---------- Material for this task
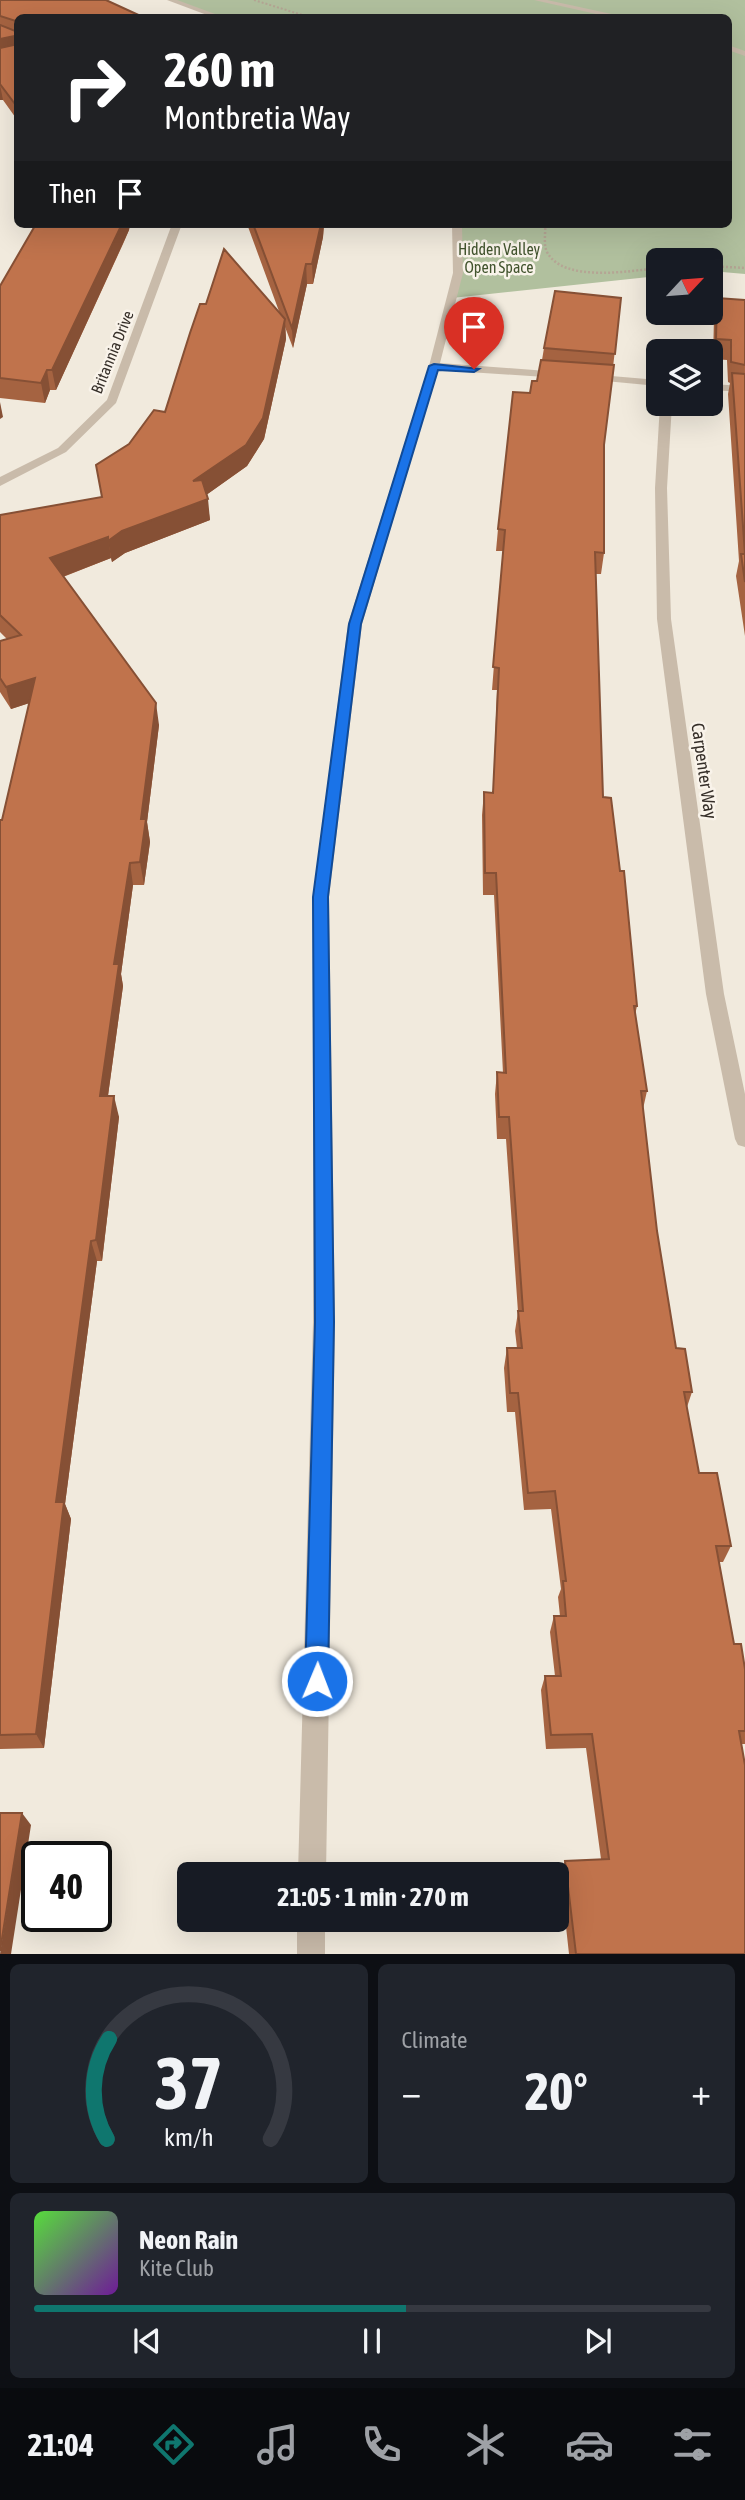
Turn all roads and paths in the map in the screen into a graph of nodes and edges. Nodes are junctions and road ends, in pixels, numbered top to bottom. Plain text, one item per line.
1 (170, 0) edge
2 (195, 0) edge
3 (254, 0) edge
4 (537, 0) edge
5 (182, 4) junction
6 (211, 14) edge
7 (299, 14) edge
8 (607, 14) edge
9 (176, 228) edge
10 (457, 228) edge
11 (545, 228) edge
12 (723, 267) edge
13 (745, 268) edge
14 (646, 269) edge
15 (434, 366) junction
16 (646, 382) edge
17 (723, 388) edge
18 (745, 389) edge
19 (665, 416) edge
20 (0, 482) edge
21 (745, 1139) edge
22 (312, 1862) edge
23 (311, 1932) edge
24 (310, 1954) edge

1 - 5 street
2 - 5 street
3 - 7 path
4 - 8 street
5 - 6 street
9 - 20 street, Britannia Drive
10 - 15 street
11 - 14 path
12 - 13 path
15 - 16 street
15 - 22 street
17 - 18 street
19 - 21 street, Carpenter Way
23 - 24 street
--------------------
■ Task instructions ■
All entries above are to be restated exactly, with every image omitted.

■ Solution to this exercise ■
Turn all roads and paths in the map in the screen into a graph of nodes and edges. Nodes are junctions and road ends, in pixels, numbered top to bottom. Plain text, one item per line.
1 (170, 0) edge
2 (195, 0) edge
3 (254, 0) edge
4 (537, 0) edge
5 (182, 4) junction
6 (211, 14) edge
7 (299, 14) edge
8 (607, 14) edge
9 (176, 228) edge
10 (457, 228) edge
11 (545, 228) edge
12 (723, 267) edge
13 (745, 268) edge
14 (646, 269) edge
15 (434, 366) junction
16 (646, 382) edge
17 (723, 388) edge
18 (745, 389) edge
19 (665, 416) edge
20 (0, 482) edge
21 (745, 1139) edge
22 (312, 1862) edge
23 (311, 1932) edge
24 (310, 1954) edge

1 - 5 street
2 - 5 street
3 - 7 path
4 - 8 street
5 - 6 street
9 - 20 street, Britannia Drive
10 - 15 street
11 - 14 path
12 - 13 path
15 - 16 street
15 - 22 street
17 - 18 street
19 - 21 street, Carpenter Way
23 - 24 street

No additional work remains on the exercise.